Prince William officials, still simmering over comments from Gov. Mark R. Warner (D) that the county would almost assuredly receive less state money next year, lashed back last week, saying Virginia should not pass along the burden of its failed economic policies to localities.
"This is what happens when you come up with your spending plans first and then decide how you're going to fund them," said Board of County Supervisors Chairman Sean T. Connaughton (R-At Large). "The state has gotten itself in a complete bind in how it has conducted its financial affairs."
In remarks made at a Virginia Association of Counties meeting last week, Warner said local governments would have to reconsider funding for mental health services, libraries and the elderly, among other programs. Warner also did not rule out lowering aid for schools and public safety.
County supervisors responded by launching a public relations campaign against state lawmakers, charging them with an unwillingness to solve their own problems and instead simply passing them on to localities.
Nevertheless, Prince William officials will likely be left with the option of assuming the state's share of many services or allowing them to atrophy. Local officials, while generally sympathetic to most programs, have made it their policy not to cover state shortfalls for fear that if they do it once, the state will never reclaim its responsibility.
"I'm not willing to go to the well to tip into taxpayer pockets" to fund such programs, said Supervisor Edgar S. Wilbourn III (R-Gainesville). "I don't think that's right."
Wilbourn noted that Prince William will have another budget surplus this year, which county officials estimate at $15 million to $18 million, that may be consumed by covering what the state can't.
"The surplus that we will have at the end of the year, instead of being able to lower real estate taxes, may be used up in offsetting shortfalls," Wilbourn said.
Supervisor Hilda M. Barg (D-Woodbridge) said she is determined to keep cutting local taxes. "I don't think we'll be able to fund all of Richmond's cuts," she said. "We're still committed to reducing the tax rate."
Some local policymakers said the tight economic times were an opportunity to pare programs that didn't deserve funding, as Warner suggested.
"It's a time where we're all being forced to look seriously at every department and every program and scrutinize every program," Warner said.
Warner's remarks added to a growing frustration among local lawmakers, who were already upset after it was revealed last month that he planned to withhold a percentage of rental car taxes from localities to balance the state budget.
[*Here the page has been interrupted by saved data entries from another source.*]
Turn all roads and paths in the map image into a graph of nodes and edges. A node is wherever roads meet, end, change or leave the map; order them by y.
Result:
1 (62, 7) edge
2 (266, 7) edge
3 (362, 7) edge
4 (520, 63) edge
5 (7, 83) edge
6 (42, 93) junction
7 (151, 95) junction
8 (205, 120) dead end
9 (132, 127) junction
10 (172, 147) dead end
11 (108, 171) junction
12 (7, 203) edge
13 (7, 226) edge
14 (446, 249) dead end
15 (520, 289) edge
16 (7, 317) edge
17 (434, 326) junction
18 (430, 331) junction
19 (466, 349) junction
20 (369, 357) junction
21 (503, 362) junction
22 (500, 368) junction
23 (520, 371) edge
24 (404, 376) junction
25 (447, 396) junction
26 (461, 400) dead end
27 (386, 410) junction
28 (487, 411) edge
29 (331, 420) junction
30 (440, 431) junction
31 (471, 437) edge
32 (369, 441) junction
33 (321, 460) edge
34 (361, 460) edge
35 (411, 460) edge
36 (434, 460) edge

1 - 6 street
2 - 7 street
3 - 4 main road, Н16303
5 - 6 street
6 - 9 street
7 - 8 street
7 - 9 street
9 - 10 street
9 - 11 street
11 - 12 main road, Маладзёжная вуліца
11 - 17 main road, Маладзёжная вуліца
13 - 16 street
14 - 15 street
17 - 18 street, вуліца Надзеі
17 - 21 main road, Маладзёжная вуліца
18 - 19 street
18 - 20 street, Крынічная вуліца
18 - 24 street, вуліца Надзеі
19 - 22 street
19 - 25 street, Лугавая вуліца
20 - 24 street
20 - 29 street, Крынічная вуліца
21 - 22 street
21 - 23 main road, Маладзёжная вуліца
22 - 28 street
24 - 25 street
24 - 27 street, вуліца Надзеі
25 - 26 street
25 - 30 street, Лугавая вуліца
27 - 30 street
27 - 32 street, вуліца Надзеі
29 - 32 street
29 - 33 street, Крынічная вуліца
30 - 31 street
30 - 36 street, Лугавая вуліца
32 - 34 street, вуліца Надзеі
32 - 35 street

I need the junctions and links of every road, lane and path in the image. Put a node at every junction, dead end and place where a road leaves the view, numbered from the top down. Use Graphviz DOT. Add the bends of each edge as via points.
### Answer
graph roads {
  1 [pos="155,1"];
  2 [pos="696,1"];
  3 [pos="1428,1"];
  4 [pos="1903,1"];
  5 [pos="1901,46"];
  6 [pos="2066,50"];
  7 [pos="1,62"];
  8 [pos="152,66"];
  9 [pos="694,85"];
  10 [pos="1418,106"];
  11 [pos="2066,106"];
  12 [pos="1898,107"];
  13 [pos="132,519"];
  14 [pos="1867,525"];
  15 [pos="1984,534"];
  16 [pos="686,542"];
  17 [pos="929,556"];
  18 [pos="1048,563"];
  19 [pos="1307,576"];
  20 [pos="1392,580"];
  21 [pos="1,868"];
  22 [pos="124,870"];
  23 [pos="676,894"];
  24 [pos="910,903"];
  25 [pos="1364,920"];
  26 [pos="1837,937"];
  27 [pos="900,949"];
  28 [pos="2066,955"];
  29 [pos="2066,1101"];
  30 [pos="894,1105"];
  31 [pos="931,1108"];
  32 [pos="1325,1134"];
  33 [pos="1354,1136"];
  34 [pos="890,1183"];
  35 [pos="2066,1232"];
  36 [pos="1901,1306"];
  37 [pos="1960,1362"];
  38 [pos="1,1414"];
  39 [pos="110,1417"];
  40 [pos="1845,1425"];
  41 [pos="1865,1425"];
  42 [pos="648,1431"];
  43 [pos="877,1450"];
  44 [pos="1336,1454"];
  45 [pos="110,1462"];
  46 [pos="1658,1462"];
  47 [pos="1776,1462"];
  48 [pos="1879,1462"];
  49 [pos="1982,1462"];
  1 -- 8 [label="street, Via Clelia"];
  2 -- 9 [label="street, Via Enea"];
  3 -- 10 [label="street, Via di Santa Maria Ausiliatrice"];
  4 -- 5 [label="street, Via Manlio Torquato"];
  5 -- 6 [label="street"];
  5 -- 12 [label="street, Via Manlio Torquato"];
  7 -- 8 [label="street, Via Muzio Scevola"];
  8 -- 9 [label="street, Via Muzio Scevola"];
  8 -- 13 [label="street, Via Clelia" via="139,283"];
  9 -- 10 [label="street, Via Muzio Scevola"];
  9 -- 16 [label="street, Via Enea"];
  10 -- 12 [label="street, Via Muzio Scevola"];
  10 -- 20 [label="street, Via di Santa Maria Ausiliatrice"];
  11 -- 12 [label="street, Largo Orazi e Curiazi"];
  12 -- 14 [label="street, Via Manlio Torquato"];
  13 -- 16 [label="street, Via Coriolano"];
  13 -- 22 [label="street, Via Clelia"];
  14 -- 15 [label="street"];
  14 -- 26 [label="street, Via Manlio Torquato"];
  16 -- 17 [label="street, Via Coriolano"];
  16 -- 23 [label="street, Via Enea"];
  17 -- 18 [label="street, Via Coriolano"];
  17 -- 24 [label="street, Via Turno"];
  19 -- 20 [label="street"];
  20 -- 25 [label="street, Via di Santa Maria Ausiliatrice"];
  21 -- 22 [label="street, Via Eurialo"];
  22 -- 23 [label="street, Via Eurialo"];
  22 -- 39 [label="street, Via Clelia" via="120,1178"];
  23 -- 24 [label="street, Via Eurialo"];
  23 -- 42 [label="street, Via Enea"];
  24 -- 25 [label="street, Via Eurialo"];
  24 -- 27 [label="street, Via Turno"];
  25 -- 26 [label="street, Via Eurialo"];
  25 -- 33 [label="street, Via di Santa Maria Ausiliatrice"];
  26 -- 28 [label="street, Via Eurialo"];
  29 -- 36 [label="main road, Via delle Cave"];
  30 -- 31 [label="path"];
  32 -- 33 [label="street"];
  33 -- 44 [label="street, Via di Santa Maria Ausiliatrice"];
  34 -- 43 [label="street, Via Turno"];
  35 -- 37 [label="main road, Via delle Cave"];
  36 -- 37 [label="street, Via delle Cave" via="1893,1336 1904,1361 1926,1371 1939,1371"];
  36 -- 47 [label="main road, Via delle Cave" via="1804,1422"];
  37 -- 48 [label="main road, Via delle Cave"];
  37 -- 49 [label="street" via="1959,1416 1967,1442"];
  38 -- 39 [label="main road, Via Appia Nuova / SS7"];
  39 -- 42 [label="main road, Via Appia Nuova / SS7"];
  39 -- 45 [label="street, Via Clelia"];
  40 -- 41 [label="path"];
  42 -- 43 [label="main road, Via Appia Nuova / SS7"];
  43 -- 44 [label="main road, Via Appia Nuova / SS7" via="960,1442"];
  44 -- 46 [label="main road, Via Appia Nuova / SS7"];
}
Still, local officials did not place the blame entirely on Warner. They held his predecessor, former governor James S. Gilmore III (R), and a complicitous General Assembly responsible for lowering taxes and increasing services without planning how to square the two over the long term. They also said that state revenue estimates during the Gilmore years were wildly unrealistic.
"While Prince William was assuming, due to the recession, about a 2.5 percent revenue increase per year, the state was assuming 9 percent looking at the same economic forecast," Connaughton said.
"What we essentially have is a dysfunctional family where the kids are doing better than the parents and the parents are now becoming a drain on the kids and hurting their children's future," Connaughton said.